__EXERCISE BRIEF__:
The response must match the data below exactly, line for line.

__SOURCE DATA__:
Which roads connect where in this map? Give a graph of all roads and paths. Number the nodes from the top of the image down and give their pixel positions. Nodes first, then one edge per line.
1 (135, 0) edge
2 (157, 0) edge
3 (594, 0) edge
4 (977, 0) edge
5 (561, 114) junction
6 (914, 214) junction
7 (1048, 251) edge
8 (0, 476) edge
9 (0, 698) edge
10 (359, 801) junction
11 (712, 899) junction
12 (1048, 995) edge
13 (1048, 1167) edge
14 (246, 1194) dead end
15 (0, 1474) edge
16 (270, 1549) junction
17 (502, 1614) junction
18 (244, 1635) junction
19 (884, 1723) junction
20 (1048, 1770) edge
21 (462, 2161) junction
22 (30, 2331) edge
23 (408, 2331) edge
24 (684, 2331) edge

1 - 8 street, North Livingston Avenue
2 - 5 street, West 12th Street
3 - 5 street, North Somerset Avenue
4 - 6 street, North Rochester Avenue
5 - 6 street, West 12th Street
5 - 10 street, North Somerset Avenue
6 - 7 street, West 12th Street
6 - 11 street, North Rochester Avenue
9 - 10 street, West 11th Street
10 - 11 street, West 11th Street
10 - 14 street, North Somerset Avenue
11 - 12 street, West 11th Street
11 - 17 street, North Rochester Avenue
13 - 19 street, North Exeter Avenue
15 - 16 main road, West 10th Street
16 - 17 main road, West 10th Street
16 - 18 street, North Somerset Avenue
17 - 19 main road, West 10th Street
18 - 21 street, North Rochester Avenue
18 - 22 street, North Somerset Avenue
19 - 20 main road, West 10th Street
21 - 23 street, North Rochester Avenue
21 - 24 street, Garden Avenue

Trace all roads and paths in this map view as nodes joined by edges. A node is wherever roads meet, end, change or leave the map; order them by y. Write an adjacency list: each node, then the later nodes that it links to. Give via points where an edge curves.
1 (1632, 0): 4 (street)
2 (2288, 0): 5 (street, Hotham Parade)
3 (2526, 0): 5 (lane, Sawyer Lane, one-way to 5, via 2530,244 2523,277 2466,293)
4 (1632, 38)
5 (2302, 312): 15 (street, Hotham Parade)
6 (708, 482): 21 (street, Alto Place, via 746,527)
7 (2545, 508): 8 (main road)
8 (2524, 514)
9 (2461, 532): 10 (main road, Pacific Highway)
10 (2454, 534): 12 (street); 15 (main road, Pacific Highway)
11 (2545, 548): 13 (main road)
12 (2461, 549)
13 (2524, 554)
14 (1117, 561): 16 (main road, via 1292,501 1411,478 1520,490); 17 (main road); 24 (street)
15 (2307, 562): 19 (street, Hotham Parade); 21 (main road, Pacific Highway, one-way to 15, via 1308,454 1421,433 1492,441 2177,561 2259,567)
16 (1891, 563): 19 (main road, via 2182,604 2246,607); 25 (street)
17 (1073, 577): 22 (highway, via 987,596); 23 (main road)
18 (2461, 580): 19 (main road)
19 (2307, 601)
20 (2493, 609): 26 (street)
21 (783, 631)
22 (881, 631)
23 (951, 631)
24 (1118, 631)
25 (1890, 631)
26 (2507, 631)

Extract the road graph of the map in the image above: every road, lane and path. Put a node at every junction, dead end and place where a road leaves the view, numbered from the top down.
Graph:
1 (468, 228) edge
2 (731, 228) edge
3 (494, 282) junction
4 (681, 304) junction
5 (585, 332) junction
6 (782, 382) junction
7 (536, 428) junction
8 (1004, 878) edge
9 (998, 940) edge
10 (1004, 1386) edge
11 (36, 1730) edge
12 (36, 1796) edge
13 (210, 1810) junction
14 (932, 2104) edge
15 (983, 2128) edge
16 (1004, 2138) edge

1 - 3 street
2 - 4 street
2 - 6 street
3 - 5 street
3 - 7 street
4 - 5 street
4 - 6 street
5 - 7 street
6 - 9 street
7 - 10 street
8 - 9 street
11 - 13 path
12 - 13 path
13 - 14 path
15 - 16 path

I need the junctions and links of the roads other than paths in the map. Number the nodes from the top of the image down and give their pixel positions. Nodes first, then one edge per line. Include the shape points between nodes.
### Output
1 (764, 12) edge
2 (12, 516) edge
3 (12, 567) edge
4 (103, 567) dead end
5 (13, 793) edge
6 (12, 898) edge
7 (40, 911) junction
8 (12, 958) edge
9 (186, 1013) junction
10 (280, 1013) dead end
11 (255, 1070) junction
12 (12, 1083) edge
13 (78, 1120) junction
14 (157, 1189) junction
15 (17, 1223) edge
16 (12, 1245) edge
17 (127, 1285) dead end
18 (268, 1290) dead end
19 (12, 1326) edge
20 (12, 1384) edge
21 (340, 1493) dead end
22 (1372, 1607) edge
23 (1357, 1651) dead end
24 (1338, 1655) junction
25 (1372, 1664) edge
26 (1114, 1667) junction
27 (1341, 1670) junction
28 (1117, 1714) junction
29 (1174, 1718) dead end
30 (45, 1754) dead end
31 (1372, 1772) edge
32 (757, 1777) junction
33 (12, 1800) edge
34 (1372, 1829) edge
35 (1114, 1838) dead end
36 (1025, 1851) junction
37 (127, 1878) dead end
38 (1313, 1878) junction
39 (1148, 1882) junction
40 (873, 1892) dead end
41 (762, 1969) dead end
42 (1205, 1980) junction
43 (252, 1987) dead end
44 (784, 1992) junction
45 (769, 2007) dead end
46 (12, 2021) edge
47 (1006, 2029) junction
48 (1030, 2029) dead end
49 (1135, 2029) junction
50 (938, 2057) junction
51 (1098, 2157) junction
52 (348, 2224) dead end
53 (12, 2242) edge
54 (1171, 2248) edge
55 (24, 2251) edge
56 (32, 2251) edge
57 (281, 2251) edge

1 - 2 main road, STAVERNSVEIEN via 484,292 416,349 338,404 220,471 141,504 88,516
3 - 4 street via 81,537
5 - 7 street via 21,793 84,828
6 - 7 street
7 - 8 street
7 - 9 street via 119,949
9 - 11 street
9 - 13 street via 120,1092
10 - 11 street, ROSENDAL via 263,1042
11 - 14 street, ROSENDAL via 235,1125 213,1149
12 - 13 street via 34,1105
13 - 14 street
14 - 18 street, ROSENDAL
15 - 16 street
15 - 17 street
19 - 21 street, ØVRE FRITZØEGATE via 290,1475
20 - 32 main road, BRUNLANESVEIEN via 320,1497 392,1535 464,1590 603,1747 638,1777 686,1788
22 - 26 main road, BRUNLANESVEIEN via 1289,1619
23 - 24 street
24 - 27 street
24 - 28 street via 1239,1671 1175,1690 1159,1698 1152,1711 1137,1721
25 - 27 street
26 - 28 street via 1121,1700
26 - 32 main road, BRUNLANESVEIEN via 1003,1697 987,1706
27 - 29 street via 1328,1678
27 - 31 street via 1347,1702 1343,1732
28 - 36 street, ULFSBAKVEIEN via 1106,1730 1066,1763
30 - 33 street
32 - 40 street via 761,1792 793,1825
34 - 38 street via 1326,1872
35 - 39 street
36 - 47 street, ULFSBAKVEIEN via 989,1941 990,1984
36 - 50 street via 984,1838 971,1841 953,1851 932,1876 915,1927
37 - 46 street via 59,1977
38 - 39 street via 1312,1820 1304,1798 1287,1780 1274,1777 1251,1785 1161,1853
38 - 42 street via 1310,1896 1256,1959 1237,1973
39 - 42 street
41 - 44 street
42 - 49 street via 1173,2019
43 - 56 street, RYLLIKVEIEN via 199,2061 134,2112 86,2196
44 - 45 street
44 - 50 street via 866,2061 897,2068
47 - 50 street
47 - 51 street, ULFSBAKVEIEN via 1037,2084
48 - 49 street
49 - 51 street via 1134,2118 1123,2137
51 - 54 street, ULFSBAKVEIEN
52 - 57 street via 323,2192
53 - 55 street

__EXERCISE OUTPUT__:
Which roads connect where in this map? Give a graph of all roads and paths. Number the nodes from the top of the image down and give their pixel positions. Nodes first, then one edge per line.
1 (135, 0) edge
2 (157, 0) edge
3 (594, 0) edge
4 (977, 0) edge
5 (561, 114) junction
6 (914, 214) junction
7 (1048, 251) edge
8 (0, 476) edge
9 (0, 698) edge
10 (359, 801) junction
11 (712, 899) junction
12 (1048, 995) edge
13 (1048, 1167) edge
14 (246, 1194) dead end
15 (0, 1474) edge
16 (270, 1549) junction
17 (502, 1614) junction
18 (244, 1635) junction
19 (884, 1723) junction
20 (1048, 1770) edge
21 (462, 2161) junction
22 (30, 2331) edge
23 (408, 2331) edge
24 (684, 2331) edge

1 - 8 street, North Livingston Avenue
2 - 5 street, West 12th Street
3 - 5 street, North Somerset Avenue
4 - 6 street, North Rochester Avenue
5 - 6 street, West 12th Street
5 - 10 street, North Somerset Avenue
6 - 7 street, West 12th Street
6 - 11 street, North Rochester Avenue
9 - 10 street, West 11th Street
10 - 11 street, West 11th Street
10 - 14 street, North Somerset Avenue
11 - 12 street, West 11th Street
11 - 17 street, North Rochester Avenue
13 - 19 street, North Exeter Avenue
15 - 16 main road, West 10th Street
16 - 17 main road, West 10th Street
16 - 18 street, North Somerset Avenue
17 - 19 main road, West 10th Street
18 - 21 street, North Rochester Avenue
18 - 22 street, North Somerset Avenue
19 - 20 main road, West 10th Street
21 - 23 street, North Rochester Avenue
21 - 24 street, Garden Avenue

Trace all roads and paths in this map view as nodes joined by edges. A node is wherever roads meet, end, change or leave the map; order them by y. Write an adjacency list: each node, then the later nodes that it links to. Give via points where an edge curves.
1 (1632, 0): 4 (street)
2 (2288, 0): 5 (street, Hotham Parade)
3 (2526, 0): 5 (lane, Sawyer Lane, one-way to 5, via 2530,244 2523,277 2466,293)
4 (1632, 38)
5 (2302, 312): 15 (street, Hotham Parade)
6 (708, 482): 21 (street, Alto Place, via 746,527)
7 (2545, 508): 8 (main road)
8 (2524, 514)
9 (2461, 532): 10 (main road, Pacific Highway)
10 (2454, 534): 12 (street); 15 (main road, Pacific Highway)
11 (2545, 548): 13 (main road)
12 (2461, 549)
13 (2524, 554)
14 (1117, 561): 16 (main road, via 1292,501 1411,478 1520,490); 17 (main road); 24 (street)
15 (2307, 562): 19 (street, Hotham Parade); 21 (main road, Pacific Highway, one-way to 15, via 1308,454 1421,433 1492,441 2177,561 2259,567)
16 (1891, 563): 19 (main road, via 2182,604 2246,607); 25 (street)
17 (1073, 577): 22 (highway, via 987,596); 23 (main road)
18 (2461, 580): 19 (main road)
19 (2307, 601)
20 (2493, 609): 26 (street)
21 (783, 631)
22 (881, 631)
23 (951, 631)
24 (1118, 631)
25 (1890, 631)
26 (2507, 631)

Extract the road graph of the map in the image above: every road, lane and path. Put a node at every junction, dead end and place where a road leaves the view, numbered from the top down.
Graph:
1 (468, 228) edge
2 (731, 228) edge
3 (494, 282) junction
4 (681, 304) junction
5 (585, 332) junction
6 (782, 382) junction
7 (536, 428) junction
8 (1004, 878) edge
9 (998, 940) edge
10 (1004, 1386) edge
11 (36, 1730) edge
12 (36, 1796) edge
13 (210, 1810) junction
14 (932, 2104) edge
15 (983, 2128) edge
16 (1004, 2138) edge

1 - 3 street
2 - 4 street
2 - 6 street
3 - 5 street
3 - 7 street
4 - 5 street
4 - 6 street
5 - 7 street
6 - 9 street
7 - 10 street
8 - 9 street
11 - 13 path
12 - 13 path
13 - 14 path
15 - 16 path

I need the junctions and links of the roads other than paths in the map. Number the nodes from the top of the image down and give their pixel positions. Nodes first, then one edge per line. Include the shape points between nodes.
### Output
1 (764, 12) edge
2 (12, 516) edge
3 (12, 567) edge
4 (103, 567) dead end
5 (13, 793) edge
6 (12, 898) edge
7 (40, 911) junction
8 (12, 958) edge
9 (186, 1013) junction
10 (280, 1013) dead end
11 (255, 1070) junction
12 (12, 1083) edge
13 (78, 1120) junction
14 (157, 1189) junction
15 (17, 1223) edge
16 (12, 1245) edge
17 (127, 1285) dead end
18 (268, 1290) dead end
19 (12, 1326) edge
20 (12, 1384) edge
21 (340, 1493) dead end
22 (1372, 1607) edge
23 (1357, 1651) dead end
24 (1338, 1655) junction
25 (1372, 1664) edge
26 (1114, 1667) junction
27 (1341, 1670) junction
28 (1117, 1714) junction
29 (1174, 1718) dead end
30 (45, 1754) dead end
31 (1372, 1772) edge
32 (757, 1777) junction
33 (12, 1800) edge
34 (1372, 1829) edge
35 (1114, 1838) dead end
36 (1025, 1851) junction
37 (127, 1878) dead end
38 (1313, 1878) junction
39 (1148, 1882) junction
40 (873, 1892) dead end
41 (762, 1969) dead end
42 (1205, 1980) junction
43 (252, 1987) dead end
44 (784, 1992) junction
45 (769, 2007) dead end
46 (12, 2021) edge
47 (1006, 2029) junction
48 (1030, 2029) dead end
49 (1135, 2029) junction
50 (938, 2057) junction
51 (1098, 2157) junction
52 (348, 2224) dead end
53 (12, 2242) edge
54 (1171, 2248) edge
55 (24, 2251) edge
56 (32, 2251) edge
57 (281, 2251) edge

1 - 2 main road, STAVERNSVEIEN via 484,292 416,349 338,404 220,471 141,504 88,516
3 - 4 street via 81,537
5 - 7 street via 21,793 84,828
6 - 7 street
7 - 8 street
7 - 9 street via 119,949
9 - 11 street
9 - 13 street via 120,1092
10 - 11 street, ROSENDAL via 263,1042
11 - 14 street, ROSENDAL via 235,1125 213,1149
12 - 13 street via 34,1105
13 - 14 street
14 - 18 street, ROSENDAL
15 - 16 street
15 - 17 street
19 - 21 street, ØVRE FRITZØEGATE via 290,1475
20 - 32 main road, BRUNLANESVEIEN via 320,1497 392,1535 464,1590 603,1747 638,1777 686,1788
22 - 26 main road, BRUNLANESVEIEN via 1289,1619
23 - 24 street
24 - 27 street
24 - 28 street via 1239,1671 1175,1690 1159,1698 1152,1711 1137,1721
25 - 27 street
26 - 28 street via 1121,1700
26 - 32 main road, BRUNLANESVEIEN via 1003,1697 987,1706
27 - 29 street via 1328,1678
27 - 31 street via 1347,1702 1343,1732
28 - 36 street, ULFSBAKVEIEN via 1106,1730 1066,1763
30 - 33 street
32 - 40 street via 761,1792 793,1825
34 - 38 street via 1326,1872
35 - 39 street
36 - 47 street, ULFSBAKVEIEN via 989,1941 990,1984
36 - 50 street via 984,1838 971,1841 953,1851 932,1876 915,1927
37 - 46 street via 59,1977
38 - 39 street via 1312,1820 1304,1798 1287,1780 1274,1777 1251,1785 1161,1853
38 - 42 street via 1310,1896 1256,1959 1237,1973
39 - 42 street
41 - 44 street
42 - 49 street via 1173,2019
43 - 56 street, RYLLIKVEIEN via 199,2061 134,2112 86,2196
44 - 45 street
44 - 50 street via 866,2061 897,2068
47 - 50 street
47 - 51 street, ULFSBAKVEIEN via 1037,2084
48 - 49 street
49 - 51 street via 1134,2118 1123,2137
51 - 54 street, ULFSBAKVEIEN
52 - 57 street via 323,2192
53 - 55 street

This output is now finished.